Years ago, most of the questions were about lost documents. Now, people are more worried about computer security. They want to know if they have something “bad” on their computer. My general answer is, “You do, but don’t worry about it.”

Recently, when seatmates ask me what I do for a living I’ve started saying I’m a Web scientist, an emerging area of computing that I’ve been involved in for the last few years. Most people are too embarrassed to say they don’t know what that means, so the conversation quickly turns to more friendly topics.

My most frustrating experience this summer was getting caught in the United Airlines computer failure on June 17. My flight was on the tarmac in a delay situation, so I called the airline from the plane and got booked standby on the next flight.

While we were on the tarmac, the computers crashed. It’s not as if I could say “Let me fix them.” I probably couldn’t. So we sat for a couple of hours until they got us off our now-canceled flight.

The flight on which I was supposedly booked for standby was very late.
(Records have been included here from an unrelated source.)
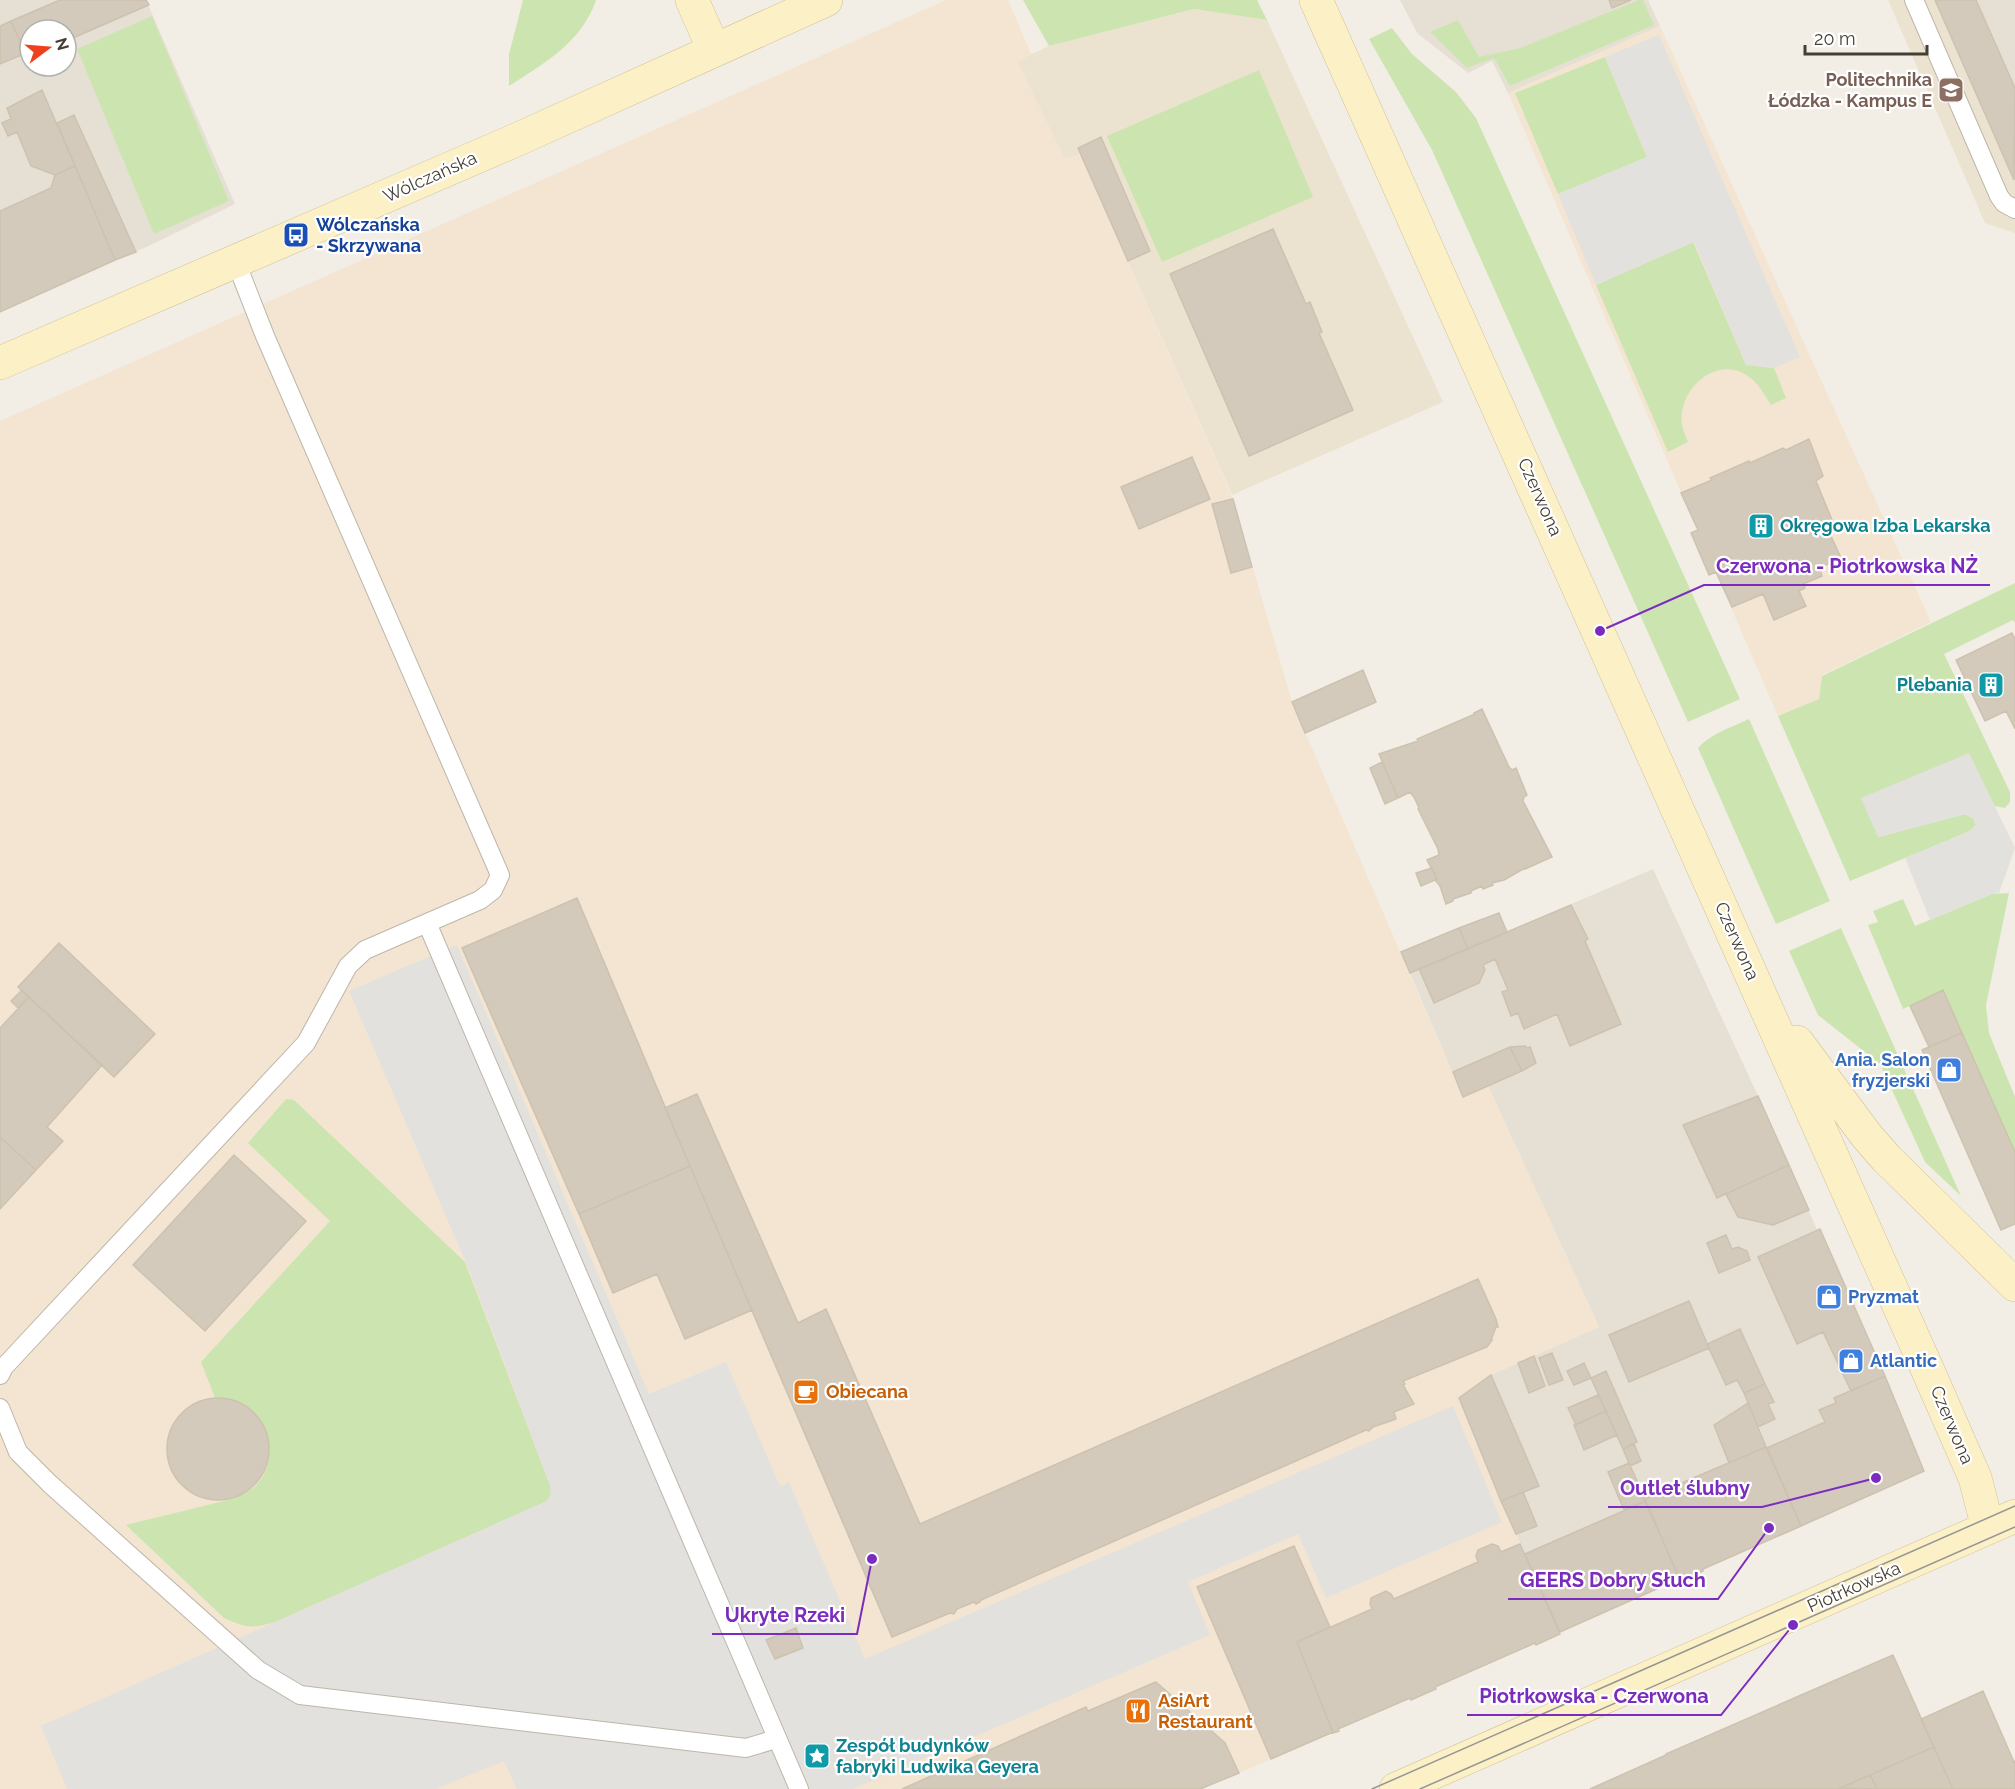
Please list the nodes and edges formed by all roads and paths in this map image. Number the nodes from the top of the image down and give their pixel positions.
1 (692, 0) edge
2 (825, 0) edge
3 (1316, 0) edge
4 (1914, 0) edge
5 (714, 50) junction
6 (2015, 209) edge
7 (236, 262) junction
8 (0, 363) edge
9 (427, 923) junction
10 (1762, 995) junction
11 (2015, 1285) edge
12 (0, 1375) edge
13 (0, 1408) edge
14 (2002, 1522) edge
15 (776, 1739) junction
16 (799, 1789) edge
17 (1396, 1789) edge

1 - 5 street
2 - 5 street, Wólczańska
3 - 10 street, Czerwona
4 - 6 lane
5 - 7 street, Wólczańska
7 - 8 street, Wólczańska
7 - 9 lane
9 - 12 lane
9 - 15 lane
10 - 11 street, Czerwona
10 - 14 street, Czerwona
13 - 15 lane
14 - 17 street, Piotrkowska
15 - 16 lane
But since the computers were still down, they didn’t have a standby list. I was not one of the lucky few who actually yelled loudly enough to be put on that plane.
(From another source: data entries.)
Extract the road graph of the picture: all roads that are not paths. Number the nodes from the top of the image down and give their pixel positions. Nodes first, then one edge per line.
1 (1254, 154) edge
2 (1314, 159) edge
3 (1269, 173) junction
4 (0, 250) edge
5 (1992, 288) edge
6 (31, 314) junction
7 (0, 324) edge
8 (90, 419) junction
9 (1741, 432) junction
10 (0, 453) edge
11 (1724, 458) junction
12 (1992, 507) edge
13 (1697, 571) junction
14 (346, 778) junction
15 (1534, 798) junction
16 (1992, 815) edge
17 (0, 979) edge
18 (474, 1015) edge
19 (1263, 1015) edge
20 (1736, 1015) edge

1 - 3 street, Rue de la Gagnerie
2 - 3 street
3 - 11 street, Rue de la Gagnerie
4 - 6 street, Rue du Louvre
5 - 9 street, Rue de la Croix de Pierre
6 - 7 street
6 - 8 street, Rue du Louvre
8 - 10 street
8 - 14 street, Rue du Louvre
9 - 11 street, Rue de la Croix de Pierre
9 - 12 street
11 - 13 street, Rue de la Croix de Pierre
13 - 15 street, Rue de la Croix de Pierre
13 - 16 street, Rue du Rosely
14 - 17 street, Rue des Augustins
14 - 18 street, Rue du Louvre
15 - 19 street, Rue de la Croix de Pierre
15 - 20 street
But several other people were in the same situation, so we rented a car at 1 a.m. and drove the eight hours home.

My airport vice for a year or so is using Twitter to post about my flight delays. Two interesting things have happened. I’ve discovered a community of frequent fliers who also publicize their problems. Misery loves company, and we’re starting to get to know each other’s flight tricks.
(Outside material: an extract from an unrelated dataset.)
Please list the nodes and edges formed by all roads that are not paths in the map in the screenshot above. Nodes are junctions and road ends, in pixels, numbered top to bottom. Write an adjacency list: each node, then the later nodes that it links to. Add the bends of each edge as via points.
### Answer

The second is that the airlines actually listen. I even received a Twitter direct message from United asking me to let them know my flight numbers when my plane is delayed or canceled. I’m not sure what they’ll do, but it does show the power of social media.

I recently faced a new dilemma. I was using an online boarding pass, and I needed the encoding of the information on my phone. After a flight from Europe and a couple of hours sitting in the airport, I wound up in a situation where my flight was in a rolling delay. Every 15 minutes, the departure time was moved up. I would get a phone call from the airlines letting me know that.

I watched my phone battery getting lower and lower. By the time my flight was finally ready to board, my phone was on fumes and there was no one who could reprint a boarding pass. No phone, no boarding pass, no flight.

I got lucky. My gate agent had a socket at his station and I had a charge cord with me. I talked him into letting me plug into it to show him the boarding pass.

I love technology, but, even I, a professor of Web science, have gone back to printing my boarding pass. Just in case.

By James Hendler, as told to Joan Raymond. E-mail: This e-mail address is being protected from spambots. You need JavaScript enabled to view it .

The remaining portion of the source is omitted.